* _WHAT THIS TASK INVOLVES_: Which lines of the records below contain the word "evenodd"? Report each of them in full.

[Stored data]

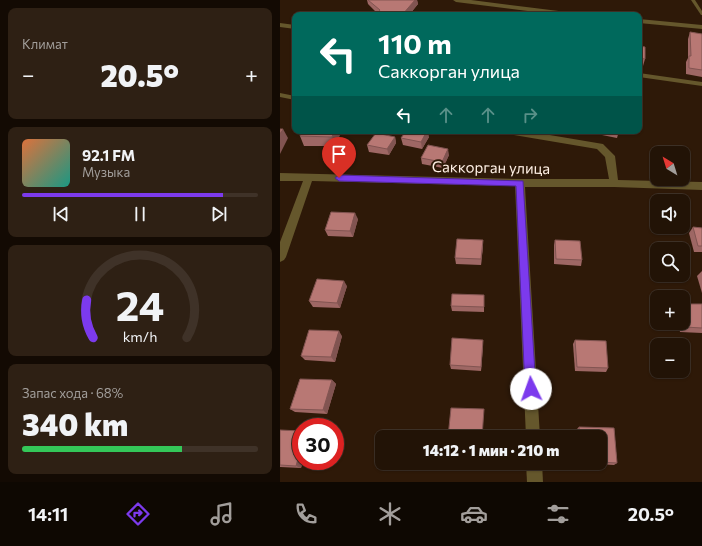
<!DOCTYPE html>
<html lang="ru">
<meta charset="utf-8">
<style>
body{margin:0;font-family:Commissioner,sans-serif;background:#2e2014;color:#f1f3f6;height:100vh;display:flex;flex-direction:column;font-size:15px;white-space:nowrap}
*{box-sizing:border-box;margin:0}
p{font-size:13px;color:#a29e9b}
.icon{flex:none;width:22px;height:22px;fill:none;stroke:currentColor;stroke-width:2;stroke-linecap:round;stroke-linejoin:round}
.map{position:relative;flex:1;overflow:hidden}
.details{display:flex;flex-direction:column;gap:8px;padding:8px;background:#130a03;width:280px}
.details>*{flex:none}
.top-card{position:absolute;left:12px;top:12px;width:350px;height:122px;border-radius:8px;box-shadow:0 1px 3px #0004,0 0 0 1px #3f3228;background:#00695c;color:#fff;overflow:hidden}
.needle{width:26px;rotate:322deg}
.tools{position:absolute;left:370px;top:146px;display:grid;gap:8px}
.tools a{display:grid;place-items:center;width:40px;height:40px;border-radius:8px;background:#221306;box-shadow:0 1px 3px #0004,0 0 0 1px #3f3228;font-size:20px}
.speed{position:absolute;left:12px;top:418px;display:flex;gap:8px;font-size:20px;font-weight:700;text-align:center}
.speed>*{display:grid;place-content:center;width:52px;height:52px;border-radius:50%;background:#221306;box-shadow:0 1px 3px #0004,0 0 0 1px #3f3228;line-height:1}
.speed .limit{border:6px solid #d22;background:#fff;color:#111}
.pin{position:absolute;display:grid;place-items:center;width:34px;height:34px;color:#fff;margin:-41px -17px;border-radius:50% 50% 50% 0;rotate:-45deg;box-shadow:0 0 4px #0007}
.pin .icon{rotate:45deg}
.me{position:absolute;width:44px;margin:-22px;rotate:357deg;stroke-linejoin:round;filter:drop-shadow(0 0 3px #0008)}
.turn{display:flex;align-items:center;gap:14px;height:84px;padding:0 20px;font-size:18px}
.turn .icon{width:52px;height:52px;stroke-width:2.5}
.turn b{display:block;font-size:28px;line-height:34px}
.lanes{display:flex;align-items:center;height:38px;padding:0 20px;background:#0003;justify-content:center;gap:20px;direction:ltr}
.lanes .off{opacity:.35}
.big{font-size:30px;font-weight:800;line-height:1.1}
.details .card{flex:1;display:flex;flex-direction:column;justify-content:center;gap:6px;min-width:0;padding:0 14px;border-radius:8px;background:#2e2014}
.details .dial{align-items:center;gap:0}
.dial svg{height:104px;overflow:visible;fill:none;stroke:#3f3228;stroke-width:7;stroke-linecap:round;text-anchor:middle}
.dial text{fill:#f1f3f6;stroke:none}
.song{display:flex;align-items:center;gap:12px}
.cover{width:48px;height:48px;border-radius:6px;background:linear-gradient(135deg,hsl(20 70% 55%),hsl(170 70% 35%))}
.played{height:4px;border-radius:2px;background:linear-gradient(90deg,#7c3aed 85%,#3f3228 85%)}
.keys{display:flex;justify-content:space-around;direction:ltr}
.heat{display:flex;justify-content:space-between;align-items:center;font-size:22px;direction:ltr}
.charge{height:6px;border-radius:3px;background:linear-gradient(90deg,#34c759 68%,#3f3228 0)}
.trip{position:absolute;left:95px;top:430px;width:232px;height:40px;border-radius:8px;background:#221306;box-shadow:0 1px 3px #0004,0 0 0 1px #3f3228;font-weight:800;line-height:40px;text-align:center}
.tabs{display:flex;height:64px;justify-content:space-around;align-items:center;background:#0e0802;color:#a29e9b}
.tabs .icon{width:28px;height:28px}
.tabs .on{color:#7c3aed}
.tabs b{font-size:18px;color:#f1f3f6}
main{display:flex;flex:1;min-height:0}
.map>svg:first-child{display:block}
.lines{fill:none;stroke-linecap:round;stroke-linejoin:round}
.service{fill:#65572c;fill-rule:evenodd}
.minor{fill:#65572c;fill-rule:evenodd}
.wall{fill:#9e6764}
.shaded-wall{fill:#815451}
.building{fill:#b87874;stroke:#815451}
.route{fill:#7c3aed;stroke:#51269a}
.labels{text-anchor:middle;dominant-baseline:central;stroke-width:4;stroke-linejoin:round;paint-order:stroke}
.street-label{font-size:15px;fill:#fff0e5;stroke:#2e1908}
</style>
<main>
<section class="details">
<div class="card"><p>Климат</p>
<div class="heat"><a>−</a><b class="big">20.5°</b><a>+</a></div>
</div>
<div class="card">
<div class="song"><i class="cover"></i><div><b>92.1 FM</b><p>Музыка</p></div></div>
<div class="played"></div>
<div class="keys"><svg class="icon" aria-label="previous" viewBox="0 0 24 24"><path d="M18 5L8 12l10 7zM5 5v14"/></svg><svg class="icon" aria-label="pause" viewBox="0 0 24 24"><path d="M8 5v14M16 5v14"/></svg><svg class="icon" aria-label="next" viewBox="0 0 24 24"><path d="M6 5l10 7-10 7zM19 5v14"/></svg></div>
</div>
<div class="card dial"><svg viewBox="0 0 100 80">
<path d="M14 69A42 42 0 1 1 86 69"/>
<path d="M14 69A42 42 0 0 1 9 40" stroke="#7c3aed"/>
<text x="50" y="56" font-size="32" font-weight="700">24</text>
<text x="50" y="72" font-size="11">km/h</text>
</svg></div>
<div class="card"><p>Запас хода · 68%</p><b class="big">340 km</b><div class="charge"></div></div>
</section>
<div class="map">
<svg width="422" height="482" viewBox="0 0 422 482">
<rect width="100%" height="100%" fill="#2e1908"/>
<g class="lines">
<polygon class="service" points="411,0 415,0 422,11 422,15 421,15"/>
<g class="minor">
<polygon points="173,0 191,0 295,13 298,15 279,15 176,2"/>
<polygon points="359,19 422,25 422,29 359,23"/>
<polygon points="0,23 15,25 15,29 0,27"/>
<polygon points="359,73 422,82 422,86 359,77"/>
<polygon points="0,93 15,96 15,100 0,97"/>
<polygon points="224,131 246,131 323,144 335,156 338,180 422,182 422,190 334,187 245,187 260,437 246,437 235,186 32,181 6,257 4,260 0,262 0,242 23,181 0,181 0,173 240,179 329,179 325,157 317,149 228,134"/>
<polygon points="246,463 262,463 263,482 247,482"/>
</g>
</g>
<g class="wall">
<polygon points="87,0 137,0 138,4 129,15 96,15 97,13 88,4"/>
<polygon points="410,32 422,34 422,77 406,74 406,62 408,58 408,39"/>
<polygon points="359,46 365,59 363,66 359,65"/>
<polygon points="22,131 61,131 56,146 24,146 20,136"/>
<polygon points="317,131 339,131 337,138 317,134"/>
<polygon points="115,137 116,143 109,155 89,152 87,145"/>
<polygon points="149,137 142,149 123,145 121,138"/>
<polygon points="169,155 163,168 142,164 141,158"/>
<polygon points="78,219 73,237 48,236 45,230"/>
<polygon points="413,227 422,228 422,252 414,252 409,233"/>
<polygon points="275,240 302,260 301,266 274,264 274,245"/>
<polygon points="203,246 201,265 176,264 175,258"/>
<polygon points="422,271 422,293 417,276"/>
<polygon points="67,286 60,308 33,307 29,301"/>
<polygon points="204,295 204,312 172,311 171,306"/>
<polygon points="403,304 422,304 422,333 400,332 398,323 403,323"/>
<polygon points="62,336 55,362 25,360 21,356"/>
<polygon points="295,340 328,368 326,372 295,371 293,344"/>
<polygon points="203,344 201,371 171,369 170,365"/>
<polygon points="52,380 56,384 47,414 15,412 10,409"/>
<polygon points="299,427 334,428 337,463 334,465 299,463 320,463 320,437 297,437 297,429"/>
<polygon points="0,430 21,461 23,461 21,468 0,467"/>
</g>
<g class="shaded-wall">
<polygon points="133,0 137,0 138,4 129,15 122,15"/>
<polygon points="3,129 8,138 0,154 0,134"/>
<polygon points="54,131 61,131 56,146 52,137"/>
<polygon points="147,131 148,131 149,137 142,149 141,142"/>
<polygon points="115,137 116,143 109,155 107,149"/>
<polygon points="168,149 169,155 163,168 162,162"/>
<polygon points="75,213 78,219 73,237 70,231"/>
<polygon points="203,240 203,246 201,265 201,259"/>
<polygon points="64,281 67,286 60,308 57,303"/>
<polygon points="59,331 62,336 55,362 51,357"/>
<polygon points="203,340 203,344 201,371 201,367"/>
<polygon points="52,380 56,384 47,414 43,410"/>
<polygon points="21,448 21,461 23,461 21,468 16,466"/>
</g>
<g class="building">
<polygon points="88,0 135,0 122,15 96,15 100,10"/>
<polygon points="410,32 422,34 422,70 409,68 409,56 411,56"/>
<polygon points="359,46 365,47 365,59 359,58"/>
<polygon points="0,129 3,129 0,134"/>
<polygon points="22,131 54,131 52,137 20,136"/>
<polygon points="126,131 147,131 141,142 121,138"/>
<polygon points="96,133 115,137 107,149 87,145"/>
<polygon points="148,145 168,149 162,162 141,158"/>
<polygon points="51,212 75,213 70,231 45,230"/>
<polygon points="413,227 422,228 422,246 418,246"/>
<polygon points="177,239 203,240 201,259 175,258"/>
<polygon points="275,240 300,241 302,260 276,259"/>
<polygon points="37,279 64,281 57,303 29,301"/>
<polygon points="172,294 204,295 204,307 171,306"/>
<polygon points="403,304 422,304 422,328 405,327 403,320"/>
<polygon points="29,330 59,331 51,357 21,356"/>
<polygon points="172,338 203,340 201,367 170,365"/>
<polygon points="295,340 326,341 328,368 297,367"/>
<polygon points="20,379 52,380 43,410 10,409"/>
<polygon points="171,408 204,409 202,437 168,437"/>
<polygon points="299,427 334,428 337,463 320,462 320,437 300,437"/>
<polygon points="0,430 21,431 21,448 16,466 0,465"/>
</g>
<polygon class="route" points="59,175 243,181 256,389 255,393 251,395 247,393 245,389 236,186 59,181 55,178"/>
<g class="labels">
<g class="street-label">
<text transform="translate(211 167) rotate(1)">Саккорган улица</text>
</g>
</g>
</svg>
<div class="tools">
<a><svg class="needle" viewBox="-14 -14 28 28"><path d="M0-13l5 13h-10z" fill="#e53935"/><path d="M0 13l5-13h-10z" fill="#a29e9b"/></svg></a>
<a><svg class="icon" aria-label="sound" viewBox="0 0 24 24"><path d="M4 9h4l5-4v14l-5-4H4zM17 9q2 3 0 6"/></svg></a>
<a><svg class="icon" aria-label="search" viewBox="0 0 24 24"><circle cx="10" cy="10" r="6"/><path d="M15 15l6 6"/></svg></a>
<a>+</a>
<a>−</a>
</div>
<div class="speed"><div class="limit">30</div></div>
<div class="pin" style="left:59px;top:178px;background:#d93025"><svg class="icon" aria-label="arrive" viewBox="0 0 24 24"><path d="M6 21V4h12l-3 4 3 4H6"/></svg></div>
<svg class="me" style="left:251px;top:389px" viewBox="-20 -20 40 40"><circle r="19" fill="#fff"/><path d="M0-13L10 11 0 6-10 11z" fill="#7c3aed"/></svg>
<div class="trip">14:12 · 1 мин · 210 m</div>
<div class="top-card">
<div class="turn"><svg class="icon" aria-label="left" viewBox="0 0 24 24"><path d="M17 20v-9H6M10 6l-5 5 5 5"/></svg><div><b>110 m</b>Саккорган улица</div></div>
<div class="lanes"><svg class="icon" aria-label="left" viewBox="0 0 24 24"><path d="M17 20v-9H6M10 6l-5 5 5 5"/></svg><svg class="icon off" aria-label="ahead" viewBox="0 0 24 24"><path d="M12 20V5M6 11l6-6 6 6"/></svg><svg class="icon off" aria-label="ahead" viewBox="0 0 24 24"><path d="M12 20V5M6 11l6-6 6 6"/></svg><svg class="icon off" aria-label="right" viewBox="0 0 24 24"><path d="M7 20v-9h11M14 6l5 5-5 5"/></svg></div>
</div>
</div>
</main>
<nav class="tabs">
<b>14:11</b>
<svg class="icon on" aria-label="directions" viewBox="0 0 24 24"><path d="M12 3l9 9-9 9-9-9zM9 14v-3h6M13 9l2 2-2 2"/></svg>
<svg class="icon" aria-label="music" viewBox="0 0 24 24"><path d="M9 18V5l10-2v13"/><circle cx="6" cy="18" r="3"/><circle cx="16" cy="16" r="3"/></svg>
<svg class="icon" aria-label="phone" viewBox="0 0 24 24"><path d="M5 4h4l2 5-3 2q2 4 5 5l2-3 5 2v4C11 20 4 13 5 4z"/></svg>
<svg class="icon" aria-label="climate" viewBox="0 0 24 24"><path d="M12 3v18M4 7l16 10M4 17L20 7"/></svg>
<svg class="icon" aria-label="car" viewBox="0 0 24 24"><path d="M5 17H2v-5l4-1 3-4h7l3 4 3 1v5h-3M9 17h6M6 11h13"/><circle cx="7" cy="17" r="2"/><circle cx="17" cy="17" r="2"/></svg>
<svg class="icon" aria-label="filters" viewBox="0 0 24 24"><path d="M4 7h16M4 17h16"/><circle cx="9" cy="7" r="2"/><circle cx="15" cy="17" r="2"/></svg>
<b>20.5°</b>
</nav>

* _SOLUTION TO THIS PROBLEM_:
.service{fill:#65572c;fill-rule:evenodd}
.minor{fill:#65572c;fill-rule:evenodd}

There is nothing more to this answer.